No, you cannot write such a function.
A function of type
Int -> NatSing n
says that it can transform any integer into a polymorphic NatSing
. But there is no polymorphic NatSing
.
What you seem to want here is to have n
determined by the incoming Int
. That'd be a dependent type:
(n :: Int) -> NatSing n
Such a thing isn't possible in Haskell. You'd have to use Agda or Idris or another dependently typed language. The hack with singletons is exactly Haskell's way to get around this. If you want to make a distinction based on a value, you have to lift the value to the type level, which is what NatSing
is.
You could write a function that returns a NatSing
for some n
, by wrapping the n
up in an existential type:
data ExNatSing where
ExNatSing :: NatSing n -> ExNatSing
But this wouldn't give you much benefit in practice. By wrapping the n
up, you lose all information about it, and cannot make decisions based on it later.
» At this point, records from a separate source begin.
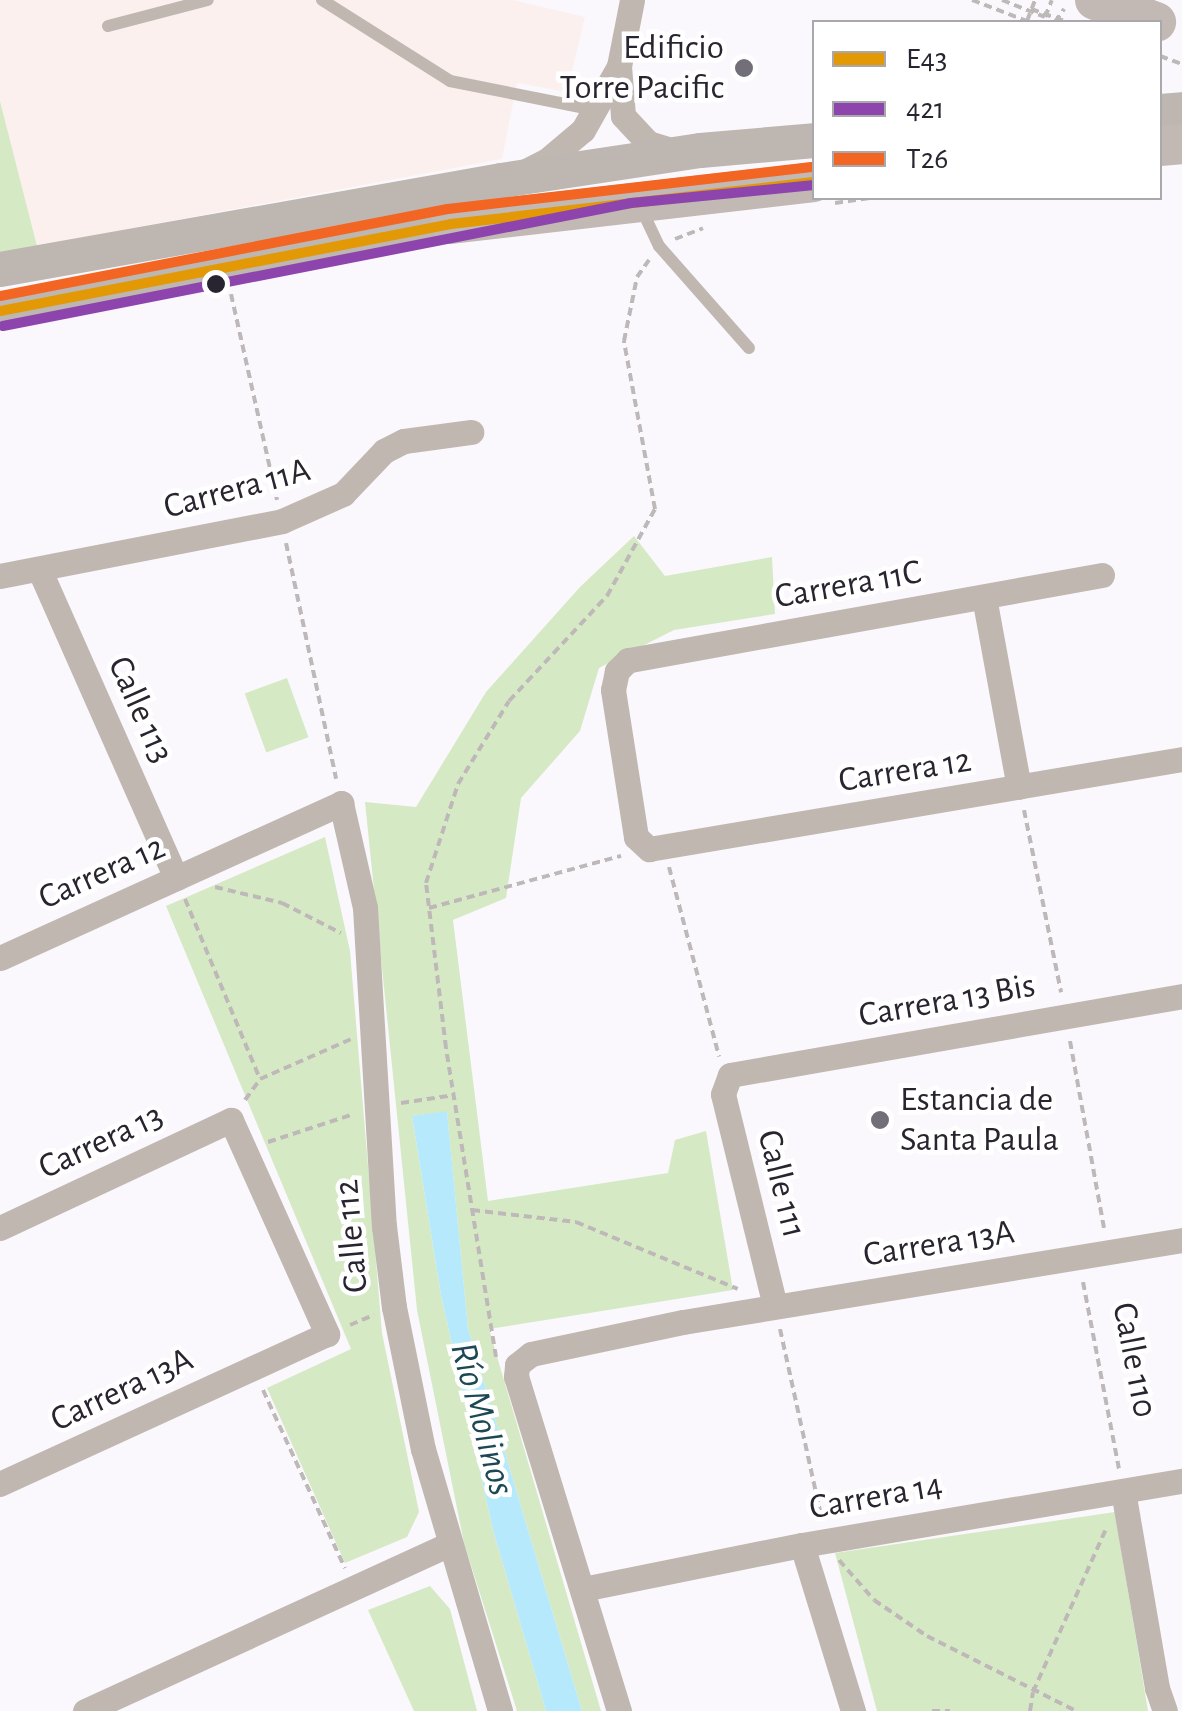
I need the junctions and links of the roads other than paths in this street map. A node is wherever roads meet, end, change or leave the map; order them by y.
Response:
1 (208, 0) edge
2 (322, 0) edge
3 (632, 0) edge
4 (1096, 0) edge
5 (1150, 20) edge
6 (108, 26) dead end
7 (619, 66) junction
8 (598, 110) junction
9 (812, 140) edge
10 (692, 151) junction
11 (812, 170) edge
12 (501, 180) junction
13 (812, 192) edge
14 (634, 194) junction
15 (451, 224) joint
16 (0, 269) edge
17 (0, 311) edge
18 (749, 348) dead end
19 (472, 432) dead end
20 (40, 570) junction
21 (1102, 575) dead end
22 (0, 576) edge
23 (984, 597) junction
24 (1182, 760) edge
25 (1020, 788) junction
26 (341, 803) joint
27 (651, 846) joint
28 (176, 878) junction
29 (0, 958) edge
30 (1182, 996) edge
31 (725, 1080) joint
32 (0, 1228) edge
33 (1182, 1240) edge
34 (776, 1306) junction
35 (327, 1334) joint
36 (1182, 1481) edge
37 (0, 1484) edge
38 (1123, 1491) junction
39 (814, 1543) junction
40 (449, 1544) junction
41 (583, 1590) junction
42 (84, 1711) edge
43 (500, 1711) edge
44 (619, 1711) edge
45 (853, 1711) edge
46 (1165, 1711) edge

1 - 6 lane
2 - 8 lane
3 - 7 street
4 - 5 main road
7 - 8 street
7 - 10 street
8 - 12 street
9 - 10 main road
10 - 12 main road
11 - 14 main road
12 - 16 main road
13 - 14 main road
14 - 15 main road
14 - 18 lane
15 - 17 main road
19 - 20 street, Carrera 11A
20 - 22 street, Carrera 11A
20 - 28 street, Calle 113
21 - 23 street, Carrera 11C
23 - 25 street
23 - 27 street, Carrera 11C
24 - 25 street, Carrera 12
25 - 27 street, Carrera 12
26 - 28 street, Carrera 12
26 - 40 street, Calle 112
28 - 29 street, Carrera 12
30 - 31 street, Carrera 13 Bis
31 - 34 street, Calle 111
32 - 35 street, Carrera 13
33 - 34 street, Carrera 13A
34 - 41 street, Carrera 13A
35 - 37 street, Carrera 13A
36 - 38 street, Carrera 14
38 - 39 street, Carrera 14
38 - 46 street
39 - 41 street, Carrera 14
39 - 45 street
40 - 42 street
40 - 43 street, Calle 112
41 - 44 street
By exactly the same argument, you can also not hope to define a function
list :: [a] -> List n a
The only approach you can use to save yourself some typing work is to define a type class that construct the NatSing
value automatically:
class CNatSing (n :: Nat) where
natSing :: NatSing n
instance CNatSing Zero where
natSing = ZeroSing
instance CNatSing n => CNatSing (Succ n) where
natSing = SuccSing natSing
Then, you can say:
list :: CNatSing n => [a] -> List n a
list xs = list' xs natSing
where
list' :: [a] -> NatSing n -> List n a
list' = ... -- same as before, but still partial
Here, the type context you use this in makes GHC fill in the right NatSing
. However, this function is still partial, because still the caller of the function can choose at what n
to use this. If I want to use a [Int]
of length 3
as a List (Succ Zero) Int
it's going to crash.
Again, you could wrap this up in an existential instead:
data SomeList a where
SomeList :: NatSing n -> List n a -> SomeList a
Then you could write
list :: [a] -> SomeList a
list [] = SomeList ZeroSing Nil
list (x : xs) = case list xs of
SomeList n xs -> SomeList (SuccSing n) (x : xs')
Again, the benefit is small, but in contrast to ExNatSing
, there at least is one: you now can temporarily unwrap a SomeList
and pass it to functions that operate on a List n a
, getting type-system guarantees on how the length of the list is transformed by these functions.